→ Problem statement: Word for word, the listing below should be printed again.

→ Exercise data:
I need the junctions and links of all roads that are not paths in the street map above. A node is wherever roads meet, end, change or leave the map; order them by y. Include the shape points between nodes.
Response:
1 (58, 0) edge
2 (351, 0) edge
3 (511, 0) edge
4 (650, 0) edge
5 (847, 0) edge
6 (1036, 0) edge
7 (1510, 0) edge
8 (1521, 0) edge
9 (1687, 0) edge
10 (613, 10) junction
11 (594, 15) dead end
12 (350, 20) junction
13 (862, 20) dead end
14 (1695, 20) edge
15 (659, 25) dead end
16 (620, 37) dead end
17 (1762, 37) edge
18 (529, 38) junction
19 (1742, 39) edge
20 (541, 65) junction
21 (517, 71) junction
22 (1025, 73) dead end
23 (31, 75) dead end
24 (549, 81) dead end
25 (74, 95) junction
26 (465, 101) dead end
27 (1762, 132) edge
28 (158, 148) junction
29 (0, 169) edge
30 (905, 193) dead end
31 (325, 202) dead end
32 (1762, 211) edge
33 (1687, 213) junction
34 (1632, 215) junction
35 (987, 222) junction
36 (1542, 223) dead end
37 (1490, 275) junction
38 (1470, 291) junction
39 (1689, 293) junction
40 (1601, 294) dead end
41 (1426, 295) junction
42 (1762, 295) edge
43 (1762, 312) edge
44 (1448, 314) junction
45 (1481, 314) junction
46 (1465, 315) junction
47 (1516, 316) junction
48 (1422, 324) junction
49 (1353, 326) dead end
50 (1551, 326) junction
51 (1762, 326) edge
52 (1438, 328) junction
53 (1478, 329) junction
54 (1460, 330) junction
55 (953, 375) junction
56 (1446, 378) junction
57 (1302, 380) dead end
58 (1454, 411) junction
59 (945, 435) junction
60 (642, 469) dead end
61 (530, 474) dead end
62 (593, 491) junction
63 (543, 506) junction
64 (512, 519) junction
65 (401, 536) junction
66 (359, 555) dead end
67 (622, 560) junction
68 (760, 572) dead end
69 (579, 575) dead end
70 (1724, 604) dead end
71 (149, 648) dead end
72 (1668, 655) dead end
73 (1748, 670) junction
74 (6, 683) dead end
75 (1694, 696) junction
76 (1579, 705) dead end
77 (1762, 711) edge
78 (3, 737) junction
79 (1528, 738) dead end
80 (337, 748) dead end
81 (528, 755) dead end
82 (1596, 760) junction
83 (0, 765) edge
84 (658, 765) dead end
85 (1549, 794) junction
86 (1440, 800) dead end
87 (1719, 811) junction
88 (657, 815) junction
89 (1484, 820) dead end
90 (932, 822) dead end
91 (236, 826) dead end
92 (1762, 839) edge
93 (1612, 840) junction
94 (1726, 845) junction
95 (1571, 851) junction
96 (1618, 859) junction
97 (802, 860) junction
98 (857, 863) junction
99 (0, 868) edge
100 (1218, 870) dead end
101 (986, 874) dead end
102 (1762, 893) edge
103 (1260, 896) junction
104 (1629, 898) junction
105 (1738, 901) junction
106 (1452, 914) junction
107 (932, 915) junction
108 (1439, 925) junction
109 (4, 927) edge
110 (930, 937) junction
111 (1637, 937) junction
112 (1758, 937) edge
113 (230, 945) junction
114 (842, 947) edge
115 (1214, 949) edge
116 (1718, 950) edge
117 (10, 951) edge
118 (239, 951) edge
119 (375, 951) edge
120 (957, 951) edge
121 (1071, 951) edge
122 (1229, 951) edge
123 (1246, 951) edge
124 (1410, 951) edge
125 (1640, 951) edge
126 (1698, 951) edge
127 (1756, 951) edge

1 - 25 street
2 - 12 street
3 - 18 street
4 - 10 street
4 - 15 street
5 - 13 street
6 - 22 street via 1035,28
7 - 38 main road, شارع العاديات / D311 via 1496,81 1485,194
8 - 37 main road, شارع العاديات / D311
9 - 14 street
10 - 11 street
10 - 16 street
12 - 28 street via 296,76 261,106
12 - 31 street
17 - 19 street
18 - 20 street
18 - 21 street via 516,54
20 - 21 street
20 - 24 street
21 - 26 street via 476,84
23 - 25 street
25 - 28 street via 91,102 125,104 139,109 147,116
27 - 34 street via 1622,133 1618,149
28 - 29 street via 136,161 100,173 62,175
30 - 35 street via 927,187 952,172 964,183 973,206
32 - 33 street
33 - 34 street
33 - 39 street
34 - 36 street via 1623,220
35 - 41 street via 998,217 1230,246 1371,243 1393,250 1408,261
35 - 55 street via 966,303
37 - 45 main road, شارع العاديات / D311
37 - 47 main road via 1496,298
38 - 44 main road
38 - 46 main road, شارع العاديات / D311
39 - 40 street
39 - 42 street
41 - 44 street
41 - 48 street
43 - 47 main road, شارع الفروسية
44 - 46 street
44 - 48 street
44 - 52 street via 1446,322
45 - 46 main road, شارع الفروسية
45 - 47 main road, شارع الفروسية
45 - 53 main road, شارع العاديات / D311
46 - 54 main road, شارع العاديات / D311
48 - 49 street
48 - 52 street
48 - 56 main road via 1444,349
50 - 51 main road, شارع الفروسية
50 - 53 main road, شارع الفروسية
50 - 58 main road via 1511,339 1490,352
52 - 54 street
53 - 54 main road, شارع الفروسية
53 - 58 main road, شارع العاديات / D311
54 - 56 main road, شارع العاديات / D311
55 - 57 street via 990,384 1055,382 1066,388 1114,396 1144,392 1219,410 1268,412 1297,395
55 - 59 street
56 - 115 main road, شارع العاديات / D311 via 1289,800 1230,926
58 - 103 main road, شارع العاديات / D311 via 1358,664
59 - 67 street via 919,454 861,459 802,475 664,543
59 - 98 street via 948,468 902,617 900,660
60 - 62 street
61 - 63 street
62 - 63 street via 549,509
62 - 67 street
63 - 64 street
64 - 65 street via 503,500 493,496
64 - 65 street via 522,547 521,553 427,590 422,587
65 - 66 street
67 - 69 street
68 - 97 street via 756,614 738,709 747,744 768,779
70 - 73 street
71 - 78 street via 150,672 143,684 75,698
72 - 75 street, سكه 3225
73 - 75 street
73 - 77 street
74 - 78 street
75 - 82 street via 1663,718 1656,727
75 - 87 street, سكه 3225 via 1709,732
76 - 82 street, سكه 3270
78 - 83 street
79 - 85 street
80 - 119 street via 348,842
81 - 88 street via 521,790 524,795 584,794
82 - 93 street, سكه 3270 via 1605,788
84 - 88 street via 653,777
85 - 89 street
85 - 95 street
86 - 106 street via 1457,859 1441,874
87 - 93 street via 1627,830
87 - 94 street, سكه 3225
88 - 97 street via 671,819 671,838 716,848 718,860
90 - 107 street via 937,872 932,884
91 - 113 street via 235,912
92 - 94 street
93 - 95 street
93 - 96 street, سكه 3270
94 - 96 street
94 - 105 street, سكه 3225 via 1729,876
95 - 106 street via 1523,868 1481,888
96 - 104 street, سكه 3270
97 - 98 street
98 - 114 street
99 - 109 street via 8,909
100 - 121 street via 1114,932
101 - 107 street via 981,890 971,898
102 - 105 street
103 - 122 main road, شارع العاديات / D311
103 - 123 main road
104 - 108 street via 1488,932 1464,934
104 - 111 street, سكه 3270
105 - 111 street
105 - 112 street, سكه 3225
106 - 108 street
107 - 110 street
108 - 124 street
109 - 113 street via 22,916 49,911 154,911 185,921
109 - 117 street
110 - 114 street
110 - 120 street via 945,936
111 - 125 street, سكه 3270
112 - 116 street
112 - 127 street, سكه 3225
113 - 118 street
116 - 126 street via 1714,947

→ Answer to this task:
I need the junctions and links of all roads that are not paths in the street map above. A node is wherever roads meet, end, change or leave the map; order them by y. Include the shape points between nodes.
Response:
1 (58, 0) edge
2 (351, 0) edge
3 (511, 0) edge
4 (650, 0) edge
5 (847, 0) edge
6 (1036, 0) edge
7 (1510, 0) edge
8 (1521, 0) edge
9 (1687, 0) edge
10 (613, 10) junction
11 (594, 15) dead end
12 (350, 20) junction
13 (862, 20) dead end
14 (1695, 20) edge
15 (659, 25) dead end
16 (620, 37) dead end
17 (1762, 37) edge
18 (529, 38) junction
19 (1742, 39) edge
20 (541, 65) junction
21 (517, 71) junction
22 (1025, 73) dead end
23 (31, 75) dead end
24 (549, 81) dead end
25 (74, 95) junction
26 (465, 101) dead end
27 (1762, 132) edge
28 (158, 148) junction
29 (0, 169) edge
30 (905, 193) dead end
31 (325, 202) dead end
32 (1762, 211) edge
33 (1687, 213) junction
34 (1632, 215) junction
35 (987, 222) junction
36 (1542, 223) dead end
37 (1490, 275) junction
38 (1470, 291) junction
39 (1689, 293) junction
40 (1601, 294) dead end
41 (1426, 295) junction
42 (1762, 295) edge
43 (1762, 312) edge
44 (1448, 314) junction
45 (1481, 314) junction
46 (1465, 315) junction
47 (1516, 316) junction
48 (1422, 324) junction
49 (1353, 326) dead end
50 (1551, 326) junction
51 (1762, 326) edge
52 (1438, 328) junction
53 (1478, 329) junction
54 (1460, 330) junction
55 (953, 375) junction
56 (1446, 378) junction
57 (1302, 380) dead end
58 (1454, 411) junction
59 (945, 435) junction
60 (642, 469) dead end
61 (530, 474) dead end
62 (593, 491) junction
63 (543, 506) junction
64 (512, 519) junction
65 (401, 536) junction
66 (359, 555) dead end
67 (622, 560) junction
68 (760, 572) dead end
69 (579, 575) dead end
70 (1724, 604) dead end
71 (149, 648) dead end
72 (1668, 655) dead end
73 (1748, 670) junction
74 (6, 683) dead end
75 (1694, 696) junction
76 (1579, 705) dead end
77 (1762, 711) edge
78 (3, 737) junction
79 (1528, 738) dead end
80 (337, 748) dead end
81 (528, 755) dead end
82 (1596, 760) junction
83 (0, 765) edge
84 (658, 765) dead end
85 (1549, 794) junction
86 (1440, 800) dead end
87 (1719, 811) junction
88 (657, 815) junction
89 (1484, 820) dead end
90 (932, 822) dead end
91 (236, 826) dead end
92 (1762, 839) edge
93 (1612, 840) junction
94 (1726, 845) junction
95 (1571, 851) junction
96 (1618, 859) junction
97 (802, 860) junction
98 (857, 863) junction
99 (0, 868) edge
100 (1218, 870) dead end
101 (986, 874) dead end
102 (1762, 893) edge
103 (1260, 896) junction
104 (1629, 898) junction
105 (1738, 901) junction
106 (1452, 914) junction
107 (932, 915) junction
108 (1439, 925) junction
109 (4, 927) edge
110 (930, 937) junction
111 (1637, 937) junction
112 (1758, 937) edge
113 (230, 945) junction
114 (842, 947) edge
115 (1214, 949) edge
116 (1718, 950) edge
117 (10, 951) edge
118 (239, 951) edge
119 (375, 951) edge
120 (957, 951) edge
121 (1071, 951) edge
122 (1229, 951) edge
123 (1246, 951) edge
124 (1410, 951) edge
125 (1640, 951) edge
126 (1698, 951) edge
127 (1756, 951) edge

1 - 25 street
2 - 12 street
3 - 18 street
4 - 10 street
4 - 15 street
5 - 13 street
6 - 22 street via 1035,28
7 - 38 main road, شارع العاديات / D311 via 1496,81 1485,194
8 - 37 main road, شارع العاديات / D311
9 - 14 street
10 - 11 street
10 - 16 street
12 - 28 street via 296,76 261,106
12 - 31 street
17 - 19 street
18 - 20 street
18 - 21 street via 516,54
20 - 21 street
20 - 24 street
21 - 26 street via 476,84
23 - 25 street
25 - 28 street via 91,102 125,104 139,109 147,116
27 - 34 street via 1622,133 1618,149
28 - 29 street via 136,161 100,173 62,175
30 - 35 street via 927,187 952,172 964,183 973,206
32 - 33 street
33 - 34 street
33 - 39 street
34 - 36 street via 1623,220
35 - 41 street via 998,217 1230,246 1371,243 1393,250 1408,261
35 - 55 street via 966,303
37 - 45 main road, شارع العاديات / D311
37 - 47 main road via 1496,298
38 - 44 main road
38 - 46 main road, شارع العاديات / D311
39 - 40 street
39 - 42 street
41 - 44 street
41 - 48 street
43 - 47 main road, شارع الفروسية
44 - 46 street
44 - 48 street
44 - 52 street via 1446,322
45 - 46 main road, شارع الفروسية
45 - 47 main road, شارع الفروسية
45 - 53 main road, شارع العاديات / D311
46 - 54 main road, شارع العاديات / D311
48 - 49 street
48 - 52 street
48 - 56 main road via 1444,349
50 - 51 main road, شارع الفروسية
50 - 53 main road, شارع الفروسية
50 - 58 main road via 1511,339 1490,352
52 - 54 street
53 - 54 main road, شارع الفروسية
53 - 58 main road, شارع العاديات / D311
54 - 56 main road, شارع العاديات / D311
55 - 57 street via 990,384 1055,382 1066,388 1114,396 1144,392 1219,410 1268,412 1297,395
55 - 59 street
56 - 115 main road, شارع العاديات / D311 via 1289,800 1230,926
58 - 103 main road, شارع العاديات / D311 via 1358,664
59 - 67 street via 919,454 861,459 802,475 664,543
59 - 98 street via 948,468 902,617 900,660
60 - 62 street
61 - 63 street
62 - 63 street via 549,509
62 - 67 street
63 - 64 street
64 - 65 street via 503,500 493,496
64 - 65 street via 522,547 521,553 427,590 422,587
65 - 66 street
67 - 69 street
68 - 97 street via 756,614 738,709 747,744 768,779
70 - 73 street
71 - 78 street via 150,672 143,684 75,698
72 - 75 street, سكه 3225
73 - 75 street
73 - 77 street
74 - 78 street
75 - 82 street via 1663,718 1656,727
75 - 87 street, سكه 3225 via 1709,732
76 - 82 street, سكه 3270
78 - 83 street
79 - 85 street
80 - 119 street via 348,842
81 - 88 street via 521,790 524,795 584,794
82 - 93 street, سكه 3270 via 1605,788
84 - 88 street via 653,777
85 - 89 street
85 - 95 street
86 - 106 street via 1457,859 1441,874
87 - 93 street via 1627,830
87 - 94 street, سكه 3225
88 - 97 street via 671,819 671,838 716,848 718,860
90 - 107 street via 937,872 932,884
91 - 113 street via 235,912
92 - 94 street
93 - 95 street
93 - 96 street, سكه 3270
94 - 96 street
94 - 105 street, سكه 3225 via 1729,876
95 - 106 street via 1523,868 1481,888
96 - 104 street, سكه 3270
97 - 98 street
98 - 114 street
99 - 109 street via 8,909
100 - 121 street via 1114,932
101 - 107 street via 981,890 971,898
102 - 105 street
103 - 122 main road, شارع العاديات / D311
103 - 123 main road
104 - 108 street via 1488,932 1464,934
104 - 111 street, سكه 3270
105 - 111 street
105 - 112 street, سكه 3225
106 - 108 street
107 - 110 street
108 - 124 street
109 - 113 street via 22,916 49,911 154,911 185,921
109 - 117 street
110 - 114 street
110 - 120 street via 945,936
111 - 125 street, سكه 3270
112 - 116 street
112 - 127 street, سكه 3225
113 - 118 street
116 - 126 street via 1714,947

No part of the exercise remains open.